# THE RECORDS
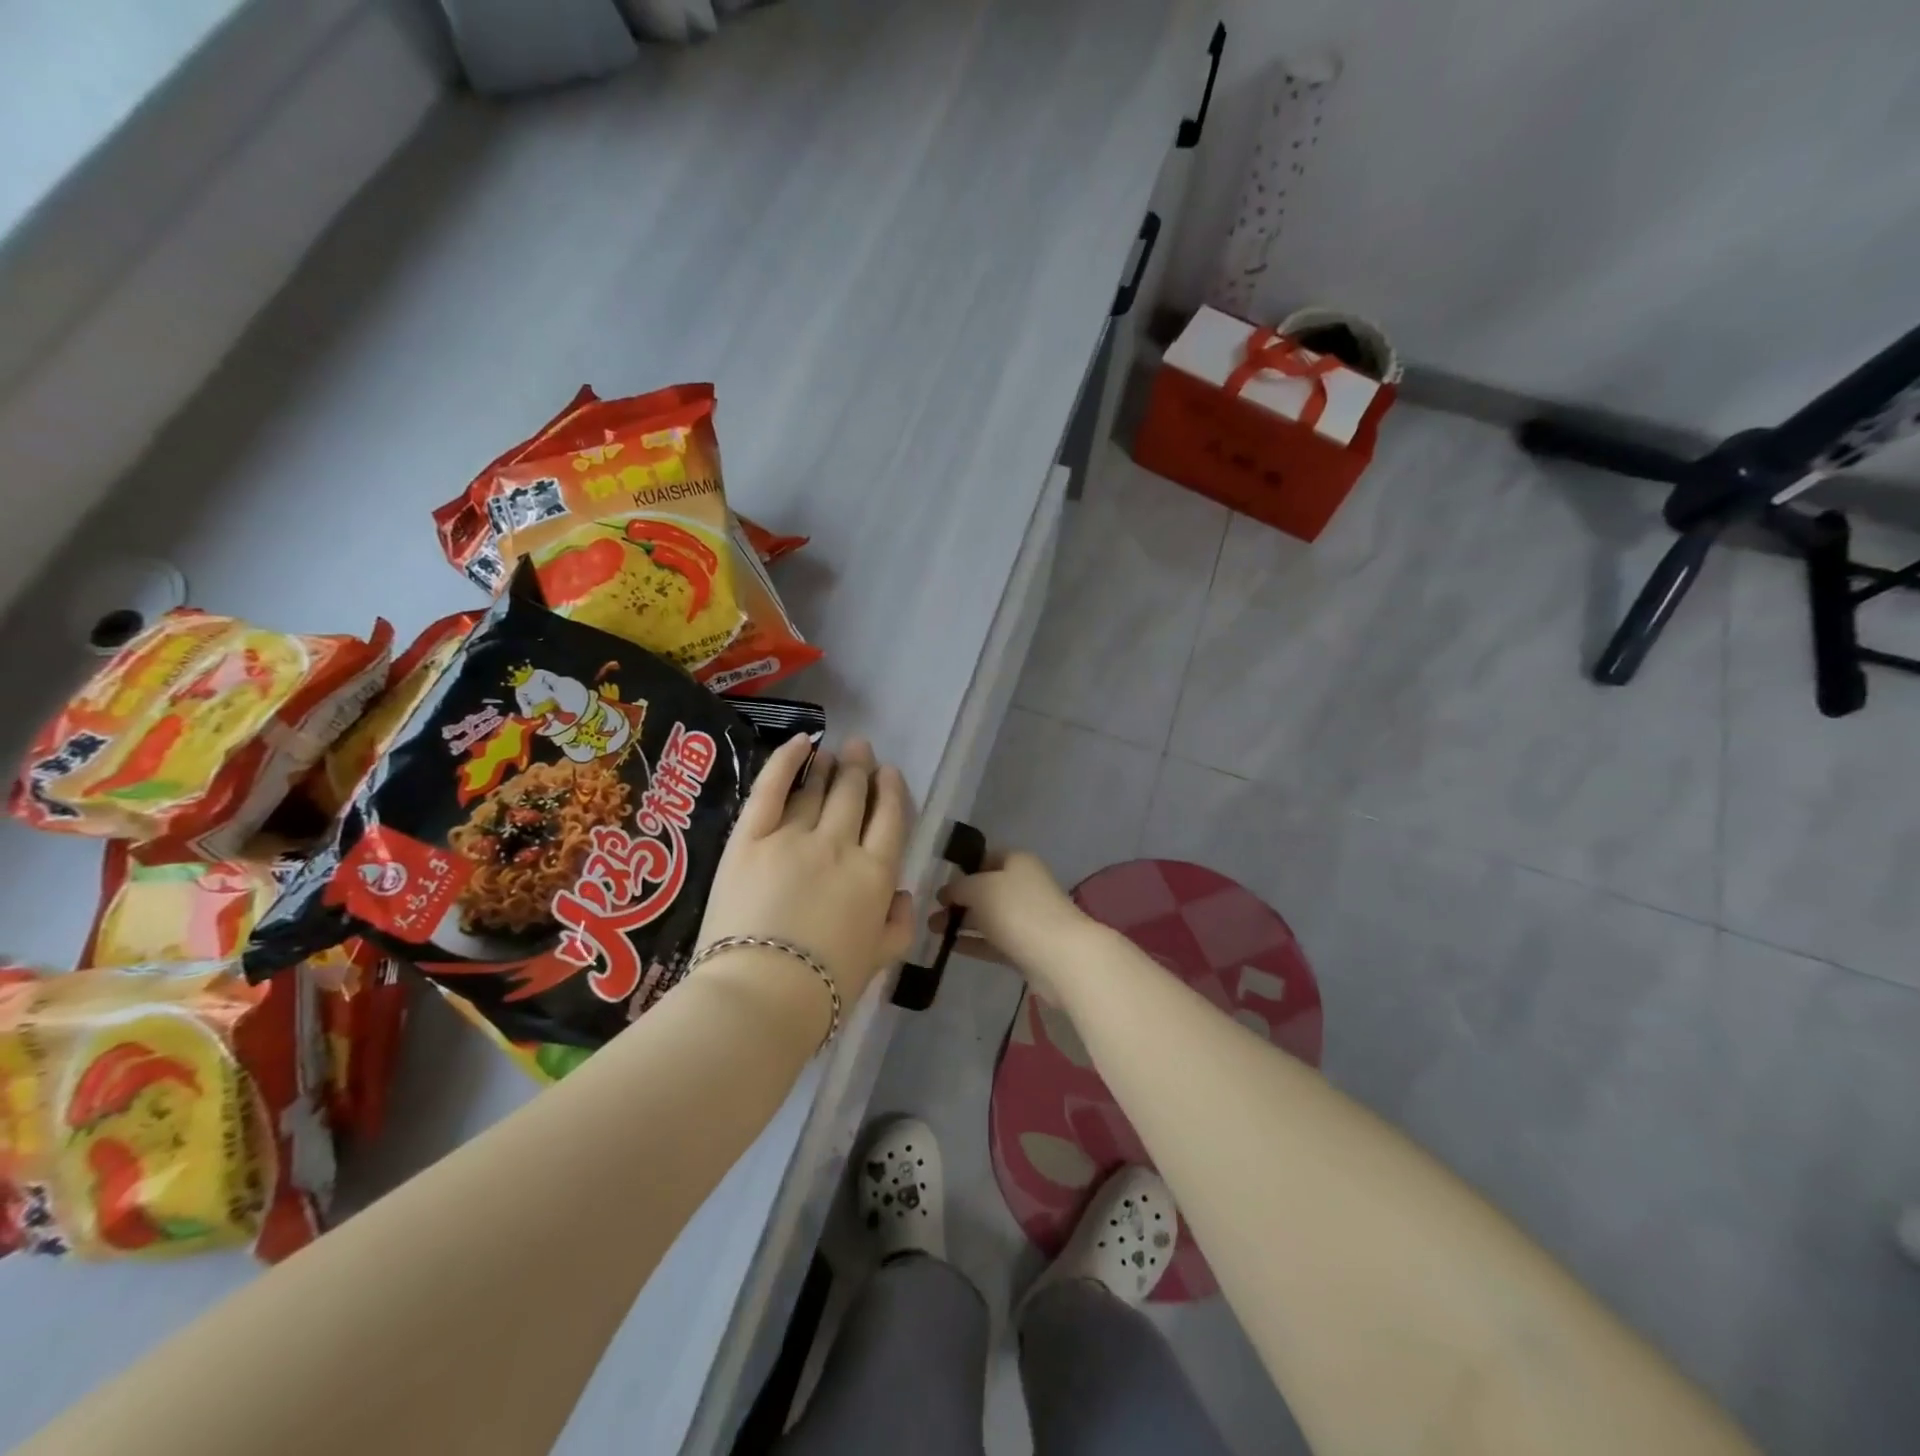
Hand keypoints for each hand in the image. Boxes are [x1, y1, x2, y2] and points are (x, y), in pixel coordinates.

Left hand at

--

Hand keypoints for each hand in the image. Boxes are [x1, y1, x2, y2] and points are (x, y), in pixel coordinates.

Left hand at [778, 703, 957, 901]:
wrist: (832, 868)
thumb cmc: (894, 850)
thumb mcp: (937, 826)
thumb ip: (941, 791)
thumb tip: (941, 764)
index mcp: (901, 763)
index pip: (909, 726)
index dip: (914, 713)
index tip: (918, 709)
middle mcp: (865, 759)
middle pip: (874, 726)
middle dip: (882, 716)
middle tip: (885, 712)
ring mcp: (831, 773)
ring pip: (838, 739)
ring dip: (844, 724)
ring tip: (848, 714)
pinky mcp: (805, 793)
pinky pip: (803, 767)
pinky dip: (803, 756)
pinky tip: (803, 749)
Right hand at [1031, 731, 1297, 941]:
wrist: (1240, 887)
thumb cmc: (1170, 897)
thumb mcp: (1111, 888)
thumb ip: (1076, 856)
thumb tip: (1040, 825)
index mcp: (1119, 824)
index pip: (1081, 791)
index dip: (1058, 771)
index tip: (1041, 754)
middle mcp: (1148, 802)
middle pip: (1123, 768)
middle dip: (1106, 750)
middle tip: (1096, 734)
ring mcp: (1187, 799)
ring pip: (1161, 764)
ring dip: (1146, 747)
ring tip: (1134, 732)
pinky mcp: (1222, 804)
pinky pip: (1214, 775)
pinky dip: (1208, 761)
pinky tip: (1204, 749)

# TASK
The required answer is the exact run of lines above starting at the line with "ring mcp: (831, 773)" and ending at the line with "thumb tip: (1040, 825)", with both ends present.

# TASK RESPONSE
ring mcp: (831, 773)
ring pip: (838, 739)
ring dip: (844, 724)
ring tip: (848, 714)
pinky mcp: (805, 793)
pinky pip: (803, 767)
pinky dip: (803, 756)
pinky tip: (803, 749)
Right hand at [1031, 731, 1297, 941]:
wrist: (1240, 887)
thumb cmc: (1170, 897)
thumb mcp: (1111, 888)
thumb ip: (1076, 856)
thumb tip: (1040, 825)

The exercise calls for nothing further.